_TASK DESCRIPTION_. Starting with the first line and ending with the line that holds "Digitize the connectivity of every", repeat the material exactly.

######

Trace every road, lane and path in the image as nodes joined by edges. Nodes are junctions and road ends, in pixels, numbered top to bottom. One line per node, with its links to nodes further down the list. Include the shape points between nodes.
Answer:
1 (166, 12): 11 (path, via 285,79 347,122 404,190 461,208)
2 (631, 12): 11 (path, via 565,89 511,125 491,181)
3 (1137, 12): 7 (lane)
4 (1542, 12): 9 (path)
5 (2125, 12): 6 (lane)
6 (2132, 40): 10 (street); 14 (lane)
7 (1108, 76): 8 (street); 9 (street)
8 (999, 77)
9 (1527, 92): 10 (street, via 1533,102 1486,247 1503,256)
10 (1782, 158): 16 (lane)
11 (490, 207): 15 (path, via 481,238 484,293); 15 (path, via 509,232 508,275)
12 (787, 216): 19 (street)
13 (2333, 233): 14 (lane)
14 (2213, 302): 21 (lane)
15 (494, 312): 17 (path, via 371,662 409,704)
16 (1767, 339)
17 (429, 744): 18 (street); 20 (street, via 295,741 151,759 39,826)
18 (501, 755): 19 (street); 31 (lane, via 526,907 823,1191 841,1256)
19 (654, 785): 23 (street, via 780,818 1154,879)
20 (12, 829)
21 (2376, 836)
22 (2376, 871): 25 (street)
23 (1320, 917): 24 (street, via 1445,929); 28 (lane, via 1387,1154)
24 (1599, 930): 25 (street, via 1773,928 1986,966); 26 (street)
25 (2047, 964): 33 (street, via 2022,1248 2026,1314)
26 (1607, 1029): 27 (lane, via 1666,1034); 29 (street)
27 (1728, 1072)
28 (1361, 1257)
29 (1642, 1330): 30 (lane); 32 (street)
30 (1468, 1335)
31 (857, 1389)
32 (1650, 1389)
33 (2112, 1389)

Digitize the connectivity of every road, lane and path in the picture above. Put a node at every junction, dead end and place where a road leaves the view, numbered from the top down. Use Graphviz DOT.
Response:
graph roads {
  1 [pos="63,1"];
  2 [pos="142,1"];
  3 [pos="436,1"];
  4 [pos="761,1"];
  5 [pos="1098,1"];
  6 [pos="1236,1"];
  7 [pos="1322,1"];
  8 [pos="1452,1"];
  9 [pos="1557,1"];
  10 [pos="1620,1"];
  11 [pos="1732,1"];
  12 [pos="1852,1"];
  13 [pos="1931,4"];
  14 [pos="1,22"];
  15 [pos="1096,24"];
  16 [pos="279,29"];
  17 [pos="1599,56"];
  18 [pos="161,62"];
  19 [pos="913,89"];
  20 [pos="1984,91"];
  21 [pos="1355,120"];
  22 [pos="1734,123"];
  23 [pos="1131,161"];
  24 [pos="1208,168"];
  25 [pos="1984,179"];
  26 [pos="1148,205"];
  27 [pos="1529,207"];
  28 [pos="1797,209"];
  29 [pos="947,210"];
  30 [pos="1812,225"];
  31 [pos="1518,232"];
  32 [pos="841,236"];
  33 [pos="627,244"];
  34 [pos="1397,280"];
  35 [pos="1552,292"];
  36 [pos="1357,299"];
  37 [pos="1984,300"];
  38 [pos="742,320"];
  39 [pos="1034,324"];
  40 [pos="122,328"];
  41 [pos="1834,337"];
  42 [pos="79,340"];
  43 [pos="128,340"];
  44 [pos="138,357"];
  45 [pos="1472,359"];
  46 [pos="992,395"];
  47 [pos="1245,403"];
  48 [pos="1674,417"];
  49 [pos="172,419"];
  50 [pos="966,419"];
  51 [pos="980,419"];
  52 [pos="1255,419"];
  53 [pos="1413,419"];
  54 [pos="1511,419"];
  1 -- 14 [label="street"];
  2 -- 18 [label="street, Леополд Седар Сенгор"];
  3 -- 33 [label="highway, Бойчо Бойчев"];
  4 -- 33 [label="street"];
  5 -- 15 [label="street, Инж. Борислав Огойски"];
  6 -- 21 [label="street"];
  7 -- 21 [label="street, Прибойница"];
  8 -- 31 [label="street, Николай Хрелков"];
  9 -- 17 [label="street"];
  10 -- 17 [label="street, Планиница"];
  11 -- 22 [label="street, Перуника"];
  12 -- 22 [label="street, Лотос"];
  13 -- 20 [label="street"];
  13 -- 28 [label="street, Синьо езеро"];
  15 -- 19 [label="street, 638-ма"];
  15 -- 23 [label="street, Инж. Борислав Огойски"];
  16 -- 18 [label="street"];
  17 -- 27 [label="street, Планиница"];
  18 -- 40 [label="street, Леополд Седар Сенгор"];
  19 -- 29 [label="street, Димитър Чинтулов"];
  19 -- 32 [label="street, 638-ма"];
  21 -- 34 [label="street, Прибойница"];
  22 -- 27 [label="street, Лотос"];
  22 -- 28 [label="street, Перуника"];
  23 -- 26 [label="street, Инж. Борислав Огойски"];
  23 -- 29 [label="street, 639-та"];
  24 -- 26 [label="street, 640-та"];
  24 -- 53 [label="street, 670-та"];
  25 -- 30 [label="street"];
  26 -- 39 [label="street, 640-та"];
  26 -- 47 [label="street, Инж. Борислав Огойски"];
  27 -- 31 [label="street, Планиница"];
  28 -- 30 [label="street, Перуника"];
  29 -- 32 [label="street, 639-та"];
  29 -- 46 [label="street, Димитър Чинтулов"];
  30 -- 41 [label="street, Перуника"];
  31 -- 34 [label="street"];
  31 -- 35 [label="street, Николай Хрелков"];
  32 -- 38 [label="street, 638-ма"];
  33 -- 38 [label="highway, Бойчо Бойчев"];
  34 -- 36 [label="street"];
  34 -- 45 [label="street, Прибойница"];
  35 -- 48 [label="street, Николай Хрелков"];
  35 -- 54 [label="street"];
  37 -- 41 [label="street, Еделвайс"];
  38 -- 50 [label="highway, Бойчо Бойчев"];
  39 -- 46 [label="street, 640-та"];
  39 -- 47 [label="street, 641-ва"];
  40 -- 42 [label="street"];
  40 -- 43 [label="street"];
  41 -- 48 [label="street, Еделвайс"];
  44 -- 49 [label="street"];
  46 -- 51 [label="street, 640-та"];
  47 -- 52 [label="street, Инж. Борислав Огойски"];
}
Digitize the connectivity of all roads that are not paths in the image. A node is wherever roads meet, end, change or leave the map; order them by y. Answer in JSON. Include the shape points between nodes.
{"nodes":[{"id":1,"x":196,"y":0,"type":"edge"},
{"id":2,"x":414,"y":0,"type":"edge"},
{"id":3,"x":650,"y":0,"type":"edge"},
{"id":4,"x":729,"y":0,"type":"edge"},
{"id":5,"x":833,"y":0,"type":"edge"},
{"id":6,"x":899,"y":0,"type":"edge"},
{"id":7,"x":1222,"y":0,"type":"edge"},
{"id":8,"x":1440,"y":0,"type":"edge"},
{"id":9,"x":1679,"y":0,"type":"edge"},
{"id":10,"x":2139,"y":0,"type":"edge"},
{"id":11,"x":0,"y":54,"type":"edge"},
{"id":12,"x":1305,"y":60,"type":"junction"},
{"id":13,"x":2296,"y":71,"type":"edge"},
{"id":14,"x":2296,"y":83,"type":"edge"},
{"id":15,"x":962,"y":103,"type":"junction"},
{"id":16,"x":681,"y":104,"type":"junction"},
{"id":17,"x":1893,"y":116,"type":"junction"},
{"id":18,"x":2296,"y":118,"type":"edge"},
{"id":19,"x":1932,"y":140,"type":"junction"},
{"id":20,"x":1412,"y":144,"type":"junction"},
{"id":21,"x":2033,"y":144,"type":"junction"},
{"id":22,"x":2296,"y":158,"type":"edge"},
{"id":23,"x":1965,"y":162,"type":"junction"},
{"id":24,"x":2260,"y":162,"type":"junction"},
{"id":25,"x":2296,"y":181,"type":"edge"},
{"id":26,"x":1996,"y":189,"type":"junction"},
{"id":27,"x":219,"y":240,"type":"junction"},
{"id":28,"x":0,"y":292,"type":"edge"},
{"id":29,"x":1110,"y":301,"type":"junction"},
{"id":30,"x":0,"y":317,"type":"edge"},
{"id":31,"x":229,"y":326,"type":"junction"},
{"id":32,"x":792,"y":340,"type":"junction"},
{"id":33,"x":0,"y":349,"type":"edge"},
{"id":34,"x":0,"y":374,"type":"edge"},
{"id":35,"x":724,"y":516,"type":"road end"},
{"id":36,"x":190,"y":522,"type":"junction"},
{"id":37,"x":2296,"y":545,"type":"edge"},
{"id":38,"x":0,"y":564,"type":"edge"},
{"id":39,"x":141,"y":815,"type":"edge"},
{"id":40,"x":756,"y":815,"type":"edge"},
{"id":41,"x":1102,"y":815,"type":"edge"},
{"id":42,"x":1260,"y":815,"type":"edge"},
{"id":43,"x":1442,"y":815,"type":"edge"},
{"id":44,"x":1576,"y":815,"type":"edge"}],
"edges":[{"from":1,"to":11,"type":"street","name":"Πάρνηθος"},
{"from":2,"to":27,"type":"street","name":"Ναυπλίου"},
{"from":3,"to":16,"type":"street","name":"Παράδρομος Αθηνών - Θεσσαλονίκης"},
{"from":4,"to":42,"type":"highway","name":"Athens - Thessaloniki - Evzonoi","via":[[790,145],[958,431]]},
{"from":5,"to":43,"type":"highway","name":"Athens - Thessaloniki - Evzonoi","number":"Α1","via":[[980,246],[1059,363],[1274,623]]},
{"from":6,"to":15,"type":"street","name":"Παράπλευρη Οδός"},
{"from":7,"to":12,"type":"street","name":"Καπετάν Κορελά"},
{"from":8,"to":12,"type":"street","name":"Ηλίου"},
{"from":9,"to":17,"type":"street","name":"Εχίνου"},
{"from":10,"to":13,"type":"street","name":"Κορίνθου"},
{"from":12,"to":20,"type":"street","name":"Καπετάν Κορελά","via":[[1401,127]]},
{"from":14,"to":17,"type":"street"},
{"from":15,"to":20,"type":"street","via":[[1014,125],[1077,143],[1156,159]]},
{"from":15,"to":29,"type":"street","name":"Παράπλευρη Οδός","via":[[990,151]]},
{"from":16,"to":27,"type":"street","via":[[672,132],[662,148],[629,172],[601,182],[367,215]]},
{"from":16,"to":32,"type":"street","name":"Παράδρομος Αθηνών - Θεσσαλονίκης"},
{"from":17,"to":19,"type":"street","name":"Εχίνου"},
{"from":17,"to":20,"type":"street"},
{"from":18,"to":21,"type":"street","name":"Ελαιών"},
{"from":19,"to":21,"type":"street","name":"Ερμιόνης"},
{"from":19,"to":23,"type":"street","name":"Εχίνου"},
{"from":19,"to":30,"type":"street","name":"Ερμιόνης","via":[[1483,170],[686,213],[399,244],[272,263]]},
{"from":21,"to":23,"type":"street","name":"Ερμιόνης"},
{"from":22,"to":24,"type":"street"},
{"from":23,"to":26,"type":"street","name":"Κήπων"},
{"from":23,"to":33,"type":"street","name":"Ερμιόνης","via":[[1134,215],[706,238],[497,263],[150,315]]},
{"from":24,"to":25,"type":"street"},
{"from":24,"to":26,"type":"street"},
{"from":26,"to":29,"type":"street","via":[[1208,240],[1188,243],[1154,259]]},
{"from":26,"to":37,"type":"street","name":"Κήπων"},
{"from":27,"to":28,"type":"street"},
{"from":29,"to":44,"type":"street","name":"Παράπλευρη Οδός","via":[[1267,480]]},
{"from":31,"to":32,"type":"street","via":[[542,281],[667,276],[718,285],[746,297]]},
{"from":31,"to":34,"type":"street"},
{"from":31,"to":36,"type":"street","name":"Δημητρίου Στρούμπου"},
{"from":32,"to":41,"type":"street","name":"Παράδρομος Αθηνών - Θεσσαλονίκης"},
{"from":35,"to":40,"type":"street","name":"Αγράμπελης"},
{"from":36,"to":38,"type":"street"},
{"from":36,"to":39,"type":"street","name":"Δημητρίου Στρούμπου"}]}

######

_RESULT_.
Trace every road, lane and path in the image as nodes joined by edges. Nodes are junctions and road ends, in pixels, numbered top to bottom. One line per node, with its links to nodes further down the list. Include the shape points between nodes.
Answer:
1 (166, 12): 11 (path, via 285,79 347,122 404,190 461,208)
2 (631, 12): 11 (path, via 565,89 511,125 491,181)
3 (1137, 12): 7 (lane)
4 (1542, 12): 9 (path)
5 (2125, 12): 6 (lane)
6 (2132, 40): 10 (street); 14 (lane)
7 (1108, 76): 8 (street); 9 (street)
8 (999, 77)
9 (1527, 92): 10 (street, via 1533,102 1486,247 1503,256)
10 (1782, 158): 16 (lane)
11 (490, 207): 15 (path, via 481,238 484,293); 15 (path, via 509,232 508,275)
12 (787, 216): 19 (street)
13 (2333, 233): 14 (lane)
14 (2213, 302): 21 (lane)
15 (494, 312): 17 (path, via 371,662 409,704)
16 (1767, 339)
17 (429, 744): 18 (street); 20 (street, via 295,741 151,759 39,826)
18 (501, 755): 19 (street); 31 (lane, via 526,907 823,1191 841,1256)
19 (654, 785): 23 (street, via 780,818 1154,879)
20 (12, 829)
21 (2376, 836)
22 (2376, 871): 25 (street)
23 (1320, 917): 24 (street, via 1445,929); 28 (lane, via 1387,1154)
24 (1599, 930): 25 (street, via 1773,928 1986,966); 26 (street)
25 (2047, 964): 33 (street, via 2022,1248 2026,1314)
26 (1607, 1029): 27 (lane, via 1666,1034); 29 (street)
27 (1728, 1072)
28 (1361, 1257)
29 (1642, 1330): 30 (lane); 32 (street)
30 (1468, 1335)
31 (857, 1389)
32 (1650, 1389)
33 (2112, 1389)

Digitize the connectivity of every road, lane and path in the picture above. Put a node at every junction, dead end and place where a road leaves the view, numbered from the top down. Use Graphviz DOT.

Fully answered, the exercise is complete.